Elle voudrait me parler d’Ignat. Elle ne comprend pas ce qui lui est arrivé, pourquoi elle a failli se retrouver au lit avec un homme rencontré par hasard. Elle a l’impression d’avoir perdu la raison. Tous ceux qui sont confrontés aux Autres ont la même impression.

— Svetlana, vous… tu t’es peut-être brouillée avec quelqu’un ?

Un procédé un peu grossier, mais je veux faire vite. La tornade s’est pourtant stabilisée et commence à diminuer. Mais curieusement, je sens que je dois accélérer les choses.

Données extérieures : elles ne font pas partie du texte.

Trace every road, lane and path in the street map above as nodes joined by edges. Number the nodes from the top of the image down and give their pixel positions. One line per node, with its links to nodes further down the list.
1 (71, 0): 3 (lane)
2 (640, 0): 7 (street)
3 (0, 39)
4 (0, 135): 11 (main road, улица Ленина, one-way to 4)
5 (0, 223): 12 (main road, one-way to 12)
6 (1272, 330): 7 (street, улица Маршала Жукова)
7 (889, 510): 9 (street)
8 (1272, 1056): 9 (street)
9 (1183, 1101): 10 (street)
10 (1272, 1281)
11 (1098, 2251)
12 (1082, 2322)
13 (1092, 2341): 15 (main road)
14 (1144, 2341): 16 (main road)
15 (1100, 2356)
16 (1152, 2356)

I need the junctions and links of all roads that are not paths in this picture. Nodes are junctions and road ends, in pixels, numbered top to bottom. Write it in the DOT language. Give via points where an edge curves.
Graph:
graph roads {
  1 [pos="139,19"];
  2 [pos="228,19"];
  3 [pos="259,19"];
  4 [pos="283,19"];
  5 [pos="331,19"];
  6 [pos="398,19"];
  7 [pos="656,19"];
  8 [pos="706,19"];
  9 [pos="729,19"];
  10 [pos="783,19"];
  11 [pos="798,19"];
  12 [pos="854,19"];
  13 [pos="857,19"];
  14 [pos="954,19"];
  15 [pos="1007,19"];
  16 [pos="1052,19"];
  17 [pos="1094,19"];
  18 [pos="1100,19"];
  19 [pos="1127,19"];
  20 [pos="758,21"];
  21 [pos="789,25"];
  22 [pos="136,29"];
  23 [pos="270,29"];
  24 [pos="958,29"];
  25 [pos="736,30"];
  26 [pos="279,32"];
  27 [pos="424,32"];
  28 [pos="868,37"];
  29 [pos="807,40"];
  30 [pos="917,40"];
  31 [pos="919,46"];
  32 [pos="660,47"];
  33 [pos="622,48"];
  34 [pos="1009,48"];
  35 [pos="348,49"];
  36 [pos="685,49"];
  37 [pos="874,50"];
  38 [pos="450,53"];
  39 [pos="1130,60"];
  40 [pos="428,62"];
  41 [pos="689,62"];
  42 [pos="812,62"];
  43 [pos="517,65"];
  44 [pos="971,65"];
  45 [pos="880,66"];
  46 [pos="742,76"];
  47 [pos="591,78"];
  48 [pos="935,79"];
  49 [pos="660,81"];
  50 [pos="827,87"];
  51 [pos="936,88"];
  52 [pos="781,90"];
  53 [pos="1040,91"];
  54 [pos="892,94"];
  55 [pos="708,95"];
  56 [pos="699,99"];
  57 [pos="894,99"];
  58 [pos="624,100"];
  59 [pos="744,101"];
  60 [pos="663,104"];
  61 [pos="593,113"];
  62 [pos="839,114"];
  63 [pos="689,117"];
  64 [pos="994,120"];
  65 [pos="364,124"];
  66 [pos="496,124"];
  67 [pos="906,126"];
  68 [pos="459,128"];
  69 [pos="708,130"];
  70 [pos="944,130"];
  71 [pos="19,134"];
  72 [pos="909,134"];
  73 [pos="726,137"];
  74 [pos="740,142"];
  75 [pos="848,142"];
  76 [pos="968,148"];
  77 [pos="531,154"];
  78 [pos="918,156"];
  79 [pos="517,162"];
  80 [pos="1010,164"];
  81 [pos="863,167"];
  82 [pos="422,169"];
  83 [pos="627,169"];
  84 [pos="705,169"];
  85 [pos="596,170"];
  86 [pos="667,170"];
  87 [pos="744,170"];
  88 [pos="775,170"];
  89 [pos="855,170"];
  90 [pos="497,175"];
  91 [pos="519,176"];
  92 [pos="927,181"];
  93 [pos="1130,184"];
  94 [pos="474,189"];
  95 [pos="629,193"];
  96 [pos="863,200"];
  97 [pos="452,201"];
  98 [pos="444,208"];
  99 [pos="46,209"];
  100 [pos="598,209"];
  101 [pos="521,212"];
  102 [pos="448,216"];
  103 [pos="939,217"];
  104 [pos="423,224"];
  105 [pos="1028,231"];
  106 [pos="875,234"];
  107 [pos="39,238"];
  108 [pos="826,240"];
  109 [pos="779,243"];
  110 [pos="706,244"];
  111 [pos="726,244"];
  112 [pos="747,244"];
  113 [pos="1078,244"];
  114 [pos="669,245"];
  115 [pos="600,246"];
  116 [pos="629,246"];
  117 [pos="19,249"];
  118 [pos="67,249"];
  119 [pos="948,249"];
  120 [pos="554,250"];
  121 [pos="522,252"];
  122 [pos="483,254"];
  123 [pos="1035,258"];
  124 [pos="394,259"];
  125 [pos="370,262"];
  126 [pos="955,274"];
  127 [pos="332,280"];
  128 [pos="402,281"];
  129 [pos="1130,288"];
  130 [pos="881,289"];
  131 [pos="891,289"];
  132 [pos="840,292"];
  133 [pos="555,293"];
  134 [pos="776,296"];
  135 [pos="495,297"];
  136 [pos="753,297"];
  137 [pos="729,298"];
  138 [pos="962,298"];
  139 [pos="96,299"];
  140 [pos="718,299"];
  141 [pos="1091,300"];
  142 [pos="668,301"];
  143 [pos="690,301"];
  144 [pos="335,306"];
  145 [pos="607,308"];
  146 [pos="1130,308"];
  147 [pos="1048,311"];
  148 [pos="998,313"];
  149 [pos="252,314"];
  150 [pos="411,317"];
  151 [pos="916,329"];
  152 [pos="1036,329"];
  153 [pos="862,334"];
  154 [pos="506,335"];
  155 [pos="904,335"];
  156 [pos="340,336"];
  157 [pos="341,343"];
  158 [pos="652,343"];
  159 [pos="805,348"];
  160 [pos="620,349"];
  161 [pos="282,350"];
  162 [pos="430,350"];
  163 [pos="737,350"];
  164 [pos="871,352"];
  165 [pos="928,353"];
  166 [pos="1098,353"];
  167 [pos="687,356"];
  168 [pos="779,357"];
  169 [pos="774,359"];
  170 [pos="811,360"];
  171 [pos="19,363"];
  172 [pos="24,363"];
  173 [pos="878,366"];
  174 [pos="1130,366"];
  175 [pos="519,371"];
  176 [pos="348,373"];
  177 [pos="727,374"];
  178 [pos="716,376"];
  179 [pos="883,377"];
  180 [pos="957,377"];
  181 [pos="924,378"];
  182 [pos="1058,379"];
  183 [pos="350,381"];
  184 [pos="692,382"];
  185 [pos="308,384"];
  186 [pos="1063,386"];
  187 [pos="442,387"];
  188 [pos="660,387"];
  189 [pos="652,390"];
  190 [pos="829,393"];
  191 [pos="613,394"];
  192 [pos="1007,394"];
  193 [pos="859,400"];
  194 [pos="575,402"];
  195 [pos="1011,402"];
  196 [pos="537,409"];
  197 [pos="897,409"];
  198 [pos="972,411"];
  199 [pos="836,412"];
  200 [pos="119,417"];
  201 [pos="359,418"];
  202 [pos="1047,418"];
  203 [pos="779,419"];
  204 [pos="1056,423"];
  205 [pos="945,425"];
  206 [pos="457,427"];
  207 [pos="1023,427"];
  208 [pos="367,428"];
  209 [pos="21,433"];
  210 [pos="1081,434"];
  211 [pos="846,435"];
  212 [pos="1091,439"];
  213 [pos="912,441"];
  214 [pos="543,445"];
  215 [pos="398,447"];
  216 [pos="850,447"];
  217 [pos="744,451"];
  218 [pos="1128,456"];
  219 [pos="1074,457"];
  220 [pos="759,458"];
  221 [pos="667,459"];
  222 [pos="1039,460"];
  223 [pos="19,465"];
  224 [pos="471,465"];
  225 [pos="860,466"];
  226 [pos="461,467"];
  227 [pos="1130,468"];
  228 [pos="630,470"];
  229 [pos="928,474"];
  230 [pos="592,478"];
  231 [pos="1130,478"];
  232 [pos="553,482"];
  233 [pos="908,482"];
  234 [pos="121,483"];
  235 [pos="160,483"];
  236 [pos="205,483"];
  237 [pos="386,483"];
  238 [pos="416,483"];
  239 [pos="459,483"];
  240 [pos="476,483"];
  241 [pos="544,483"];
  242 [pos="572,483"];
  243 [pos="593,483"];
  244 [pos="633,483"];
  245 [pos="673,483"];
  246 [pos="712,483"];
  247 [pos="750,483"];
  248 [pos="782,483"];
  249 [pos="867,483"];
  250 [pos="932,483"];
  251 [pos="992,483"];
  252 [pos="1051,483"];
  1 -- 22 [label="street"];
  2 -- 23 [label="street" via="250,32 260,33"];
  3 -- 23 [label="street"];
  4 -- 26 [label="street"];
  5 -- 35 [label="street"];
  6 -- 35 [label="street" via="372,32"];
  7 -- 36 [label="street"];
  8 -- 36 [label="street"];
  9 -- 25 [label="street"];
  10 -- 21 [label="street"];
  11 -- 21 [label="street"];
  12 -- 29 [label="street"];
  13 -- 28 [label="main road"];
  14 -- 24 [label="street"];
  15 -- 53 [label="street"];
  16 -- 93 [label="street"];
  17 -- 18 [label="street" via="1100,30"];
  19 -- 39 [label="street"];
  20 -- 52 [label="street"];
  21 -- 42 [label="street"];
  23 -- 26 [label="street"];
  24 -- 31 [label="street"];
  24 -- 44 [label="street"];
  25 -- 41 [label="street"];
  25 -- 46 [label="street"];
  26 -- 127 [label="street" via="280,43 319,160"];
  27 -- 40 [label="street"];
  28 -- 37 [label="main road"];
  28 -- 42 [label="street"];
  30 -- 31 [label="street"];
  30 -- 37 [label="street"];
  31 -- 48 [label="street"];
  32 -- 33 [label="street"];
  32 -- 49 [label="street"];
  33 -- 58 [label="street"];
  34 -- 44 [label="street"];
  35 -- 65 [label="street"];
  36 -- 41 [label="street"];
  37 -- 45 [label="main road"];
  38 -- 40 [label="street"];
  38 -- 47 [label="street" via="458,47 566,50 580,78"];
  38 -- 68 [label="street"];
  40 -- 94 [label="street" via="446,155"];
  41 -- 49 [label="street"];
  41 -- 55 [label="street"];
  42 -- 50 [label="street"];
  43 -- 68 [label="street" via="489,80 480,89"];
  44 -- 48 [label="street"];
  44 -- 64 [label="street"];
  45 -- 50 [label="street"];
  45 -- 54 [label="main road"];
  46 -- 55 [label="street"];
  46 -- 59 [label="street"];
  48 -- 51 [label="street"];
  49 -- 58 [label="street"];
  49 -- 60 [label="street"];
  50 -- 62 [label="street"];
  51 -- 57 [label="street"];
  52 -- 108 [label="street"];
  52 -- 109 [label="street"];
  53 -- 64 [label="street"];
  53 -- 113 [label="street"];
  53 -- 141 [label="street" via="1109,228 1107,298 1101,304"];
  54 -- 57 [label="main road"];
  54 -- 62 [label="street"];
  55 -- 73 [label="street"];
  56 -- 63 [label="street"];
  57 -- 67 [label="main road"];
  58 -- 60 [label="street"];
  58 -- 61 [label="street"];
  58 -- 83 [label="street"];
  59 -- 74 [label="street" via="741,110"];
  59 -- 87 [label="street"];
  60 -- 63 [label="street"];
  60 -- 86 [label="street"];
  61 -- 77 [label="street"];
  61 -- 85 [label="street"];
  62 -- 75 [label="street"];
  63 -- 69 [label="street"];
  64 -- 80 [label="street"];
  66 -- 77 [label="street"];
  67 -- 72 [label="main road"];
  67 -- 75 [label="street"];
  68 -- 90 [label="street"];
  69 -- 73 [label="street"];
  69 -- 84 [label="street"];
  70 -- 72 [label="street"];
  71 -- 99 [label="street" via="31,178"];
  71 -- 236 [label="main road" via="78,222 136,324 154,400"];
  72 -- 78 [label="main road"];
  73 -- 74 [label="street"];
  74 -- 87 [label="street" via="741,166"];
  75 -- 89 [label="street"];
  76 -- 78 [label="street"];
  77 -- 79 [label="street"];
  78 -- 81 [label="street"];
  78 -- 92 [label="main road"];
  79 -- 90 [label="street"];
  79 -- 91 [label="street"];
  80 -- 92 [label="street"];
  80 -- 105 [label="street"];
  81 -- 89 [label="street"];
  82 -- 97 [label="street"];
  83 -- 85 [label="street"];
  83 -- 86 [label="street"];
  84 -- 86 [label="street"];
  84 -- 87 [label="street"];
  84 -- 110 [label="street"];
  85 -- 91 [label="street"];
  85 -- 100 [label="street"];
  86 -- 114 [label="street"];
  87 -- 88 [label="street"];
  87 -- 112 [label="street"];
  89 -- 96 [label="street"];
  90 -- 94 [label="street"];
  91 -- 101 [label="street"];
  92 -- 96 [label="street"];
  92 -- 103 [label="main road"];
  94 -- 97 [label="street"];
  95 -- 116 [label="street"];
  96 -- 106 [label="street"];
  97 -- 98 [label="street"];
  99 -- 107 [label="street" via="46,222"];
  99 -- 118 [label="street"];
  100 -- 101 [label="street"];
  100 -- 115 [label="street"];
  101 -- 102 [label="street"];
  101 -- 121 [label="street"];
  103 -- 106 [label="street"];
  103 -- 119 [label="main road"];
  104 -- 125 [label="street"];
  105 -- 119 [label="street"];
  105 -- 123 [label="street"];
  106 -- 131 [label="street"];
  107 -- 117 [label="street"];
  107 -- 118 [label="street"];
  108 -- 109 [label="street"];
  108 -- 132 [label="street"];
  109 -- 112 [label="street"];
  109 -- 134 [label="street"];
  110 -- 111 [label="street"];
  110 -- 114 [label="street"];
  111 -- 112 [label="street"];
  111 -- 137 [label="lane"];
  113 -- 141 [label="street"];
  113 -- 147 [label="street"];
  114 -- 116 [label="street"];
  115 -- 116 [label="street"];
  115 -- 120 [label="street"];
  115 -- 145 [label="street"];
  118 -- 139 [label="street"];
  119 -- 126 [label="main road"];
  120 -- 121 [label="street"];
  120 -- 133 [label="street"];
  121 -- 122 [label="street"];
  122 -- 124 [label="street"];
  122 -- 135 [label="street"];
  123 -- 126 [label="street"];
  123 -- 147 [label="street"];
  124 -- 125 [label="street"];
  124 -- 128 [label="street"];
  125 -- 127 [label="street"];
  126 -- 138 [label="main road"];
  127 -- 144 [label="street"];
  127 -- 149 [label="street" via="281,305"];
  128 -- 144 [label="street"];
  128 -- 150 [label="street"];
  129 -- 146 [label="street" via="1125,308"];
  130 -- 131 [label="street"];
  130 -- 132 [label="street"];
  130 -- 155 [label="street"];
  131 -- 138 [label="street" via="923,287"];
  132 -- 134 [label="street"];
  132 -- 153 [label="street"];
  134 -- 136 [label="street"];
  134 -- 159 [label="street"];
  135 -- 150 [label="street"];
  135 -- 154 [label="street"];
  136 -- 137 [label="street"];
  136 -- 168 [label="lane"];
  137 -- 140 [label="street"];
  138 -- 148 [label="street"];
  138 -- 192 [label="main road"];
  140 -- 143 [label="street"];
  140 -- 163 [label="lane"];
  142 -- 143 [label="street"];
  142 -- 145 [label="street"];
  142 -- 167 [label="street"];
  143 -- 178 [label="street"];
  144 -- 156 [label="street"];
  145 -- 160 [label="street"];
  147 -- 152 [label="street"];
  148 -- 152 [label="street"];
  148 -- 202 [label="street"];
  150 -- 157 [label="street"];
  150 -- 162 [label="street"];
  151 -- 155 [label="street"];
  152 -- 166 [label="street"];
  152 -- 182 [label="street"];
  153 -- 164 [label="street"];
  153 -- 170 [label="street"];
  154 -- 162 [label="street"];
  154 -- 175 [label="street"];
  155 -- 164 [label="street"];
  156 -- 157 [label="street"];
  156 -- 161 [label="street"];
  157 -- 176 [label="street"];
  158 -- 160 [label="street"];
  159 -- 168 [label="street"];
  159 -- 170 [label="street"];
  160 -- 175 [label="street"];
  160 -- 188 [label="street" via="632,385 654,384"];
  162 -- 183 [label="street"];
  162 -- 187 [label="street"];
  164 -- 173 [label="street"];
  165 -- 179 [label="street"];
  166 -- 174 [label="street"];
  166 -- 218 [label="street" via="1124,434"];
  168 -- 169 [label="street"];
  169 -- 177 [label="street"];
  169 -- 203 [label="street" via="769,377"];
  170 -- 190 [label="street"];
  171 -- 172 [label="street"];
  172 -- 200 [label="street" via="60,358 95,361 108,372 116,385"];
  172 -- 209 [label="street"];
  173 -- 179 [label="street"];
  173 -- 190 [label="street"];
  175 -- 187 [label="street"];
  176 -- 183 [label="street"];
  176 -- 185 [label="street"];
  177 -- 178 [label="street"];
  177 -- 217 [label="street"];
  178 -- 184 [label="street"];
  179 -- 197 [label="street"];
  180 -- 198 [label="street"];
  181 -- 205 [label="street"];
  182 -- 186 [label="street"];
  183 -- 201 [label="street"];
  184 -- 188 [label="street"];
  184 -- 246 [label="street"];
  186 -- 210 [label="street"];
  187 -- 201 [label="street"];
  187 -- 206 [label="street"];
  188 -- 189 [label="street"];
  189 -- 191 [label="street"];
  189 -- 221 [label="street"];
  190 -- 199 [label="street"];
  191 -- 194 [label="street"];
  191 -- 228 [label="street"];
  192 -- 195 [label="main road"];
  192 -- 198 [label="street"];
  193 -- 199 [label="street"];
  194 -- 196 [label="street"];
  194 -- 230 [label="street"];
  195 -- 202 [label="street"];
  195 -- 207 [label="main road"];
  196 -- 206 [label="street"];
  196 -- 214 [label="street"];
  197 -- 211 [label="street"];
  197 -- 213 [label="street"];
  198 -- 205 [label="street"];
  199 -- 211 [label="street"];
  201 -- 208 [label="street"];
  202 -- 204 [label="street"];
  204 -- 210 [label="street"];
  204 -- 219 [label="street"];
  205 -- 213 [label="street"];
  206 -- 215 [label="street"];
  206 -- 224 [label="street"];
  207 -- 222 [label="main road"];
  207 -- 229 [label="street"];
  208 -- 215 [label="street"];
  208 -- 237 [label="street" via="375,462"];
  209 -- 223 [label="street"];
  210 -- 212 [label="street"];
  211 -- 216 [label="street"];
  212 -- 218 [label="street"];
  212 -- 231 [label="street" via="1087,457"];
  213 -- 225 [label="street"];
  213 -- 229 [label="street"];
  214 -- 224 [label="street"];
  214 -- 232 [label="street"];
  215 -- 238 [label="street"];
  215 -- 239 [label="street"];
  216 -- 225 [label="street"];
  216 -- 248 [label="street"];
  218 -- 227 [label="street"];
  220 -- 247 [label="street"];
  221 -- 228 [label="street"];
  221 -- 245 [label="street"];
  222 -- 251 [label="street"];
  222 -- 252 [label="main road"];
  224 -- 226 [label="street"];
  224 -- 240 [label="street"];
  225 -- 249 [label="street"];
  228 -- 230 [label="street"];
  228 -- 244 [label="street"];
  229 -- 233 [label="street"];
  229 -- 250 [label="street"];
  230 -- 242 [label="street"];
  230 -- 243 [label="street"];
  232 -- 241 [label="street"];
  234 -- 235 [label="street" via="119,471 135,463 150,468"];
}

— Qu’est-ce qui te fait dire ça ?

Svetlana n’est pas étonnée et ne trouve pas la question trop personnelle. Je hausse les épaules et j’essaye de lui expliquer :

— Ça m’arrive assez souvent.

— Non, je ne me suis brouillée avec personne. Il n’y a personne avec qui je pourrais me brouiller. C’est plutôt moi qui…

Tu te trompes, ma petite. Tu n’imagines même pas à quel point. Une tornade aussi grosse que celle qui plane au-dessus de toi, on n’en voit jamais plus d’une par siècle. Quelqu’un te hait avec une force qui est rarement donnée à un être humain… ou à un Autre.

— Tu devrais partir te reposer. Dans un endroit tranquille et désert…

En prononçant ces mots, j’ai pensé que c’était une solution. Qui certes ne sauverait pas la jeune femme, mais limiterait les dégâts. L’envoyer dans un endroit perdu. Dans la taïga, dans la toundra, ou au pôle Nord. Un volcan ferait irruption, un astéroïde s’écraserait ou une fusée à tête nucléaire lui tomberait dessus. L’inferno effectuerait sa percée, mais elle serait la seule victime.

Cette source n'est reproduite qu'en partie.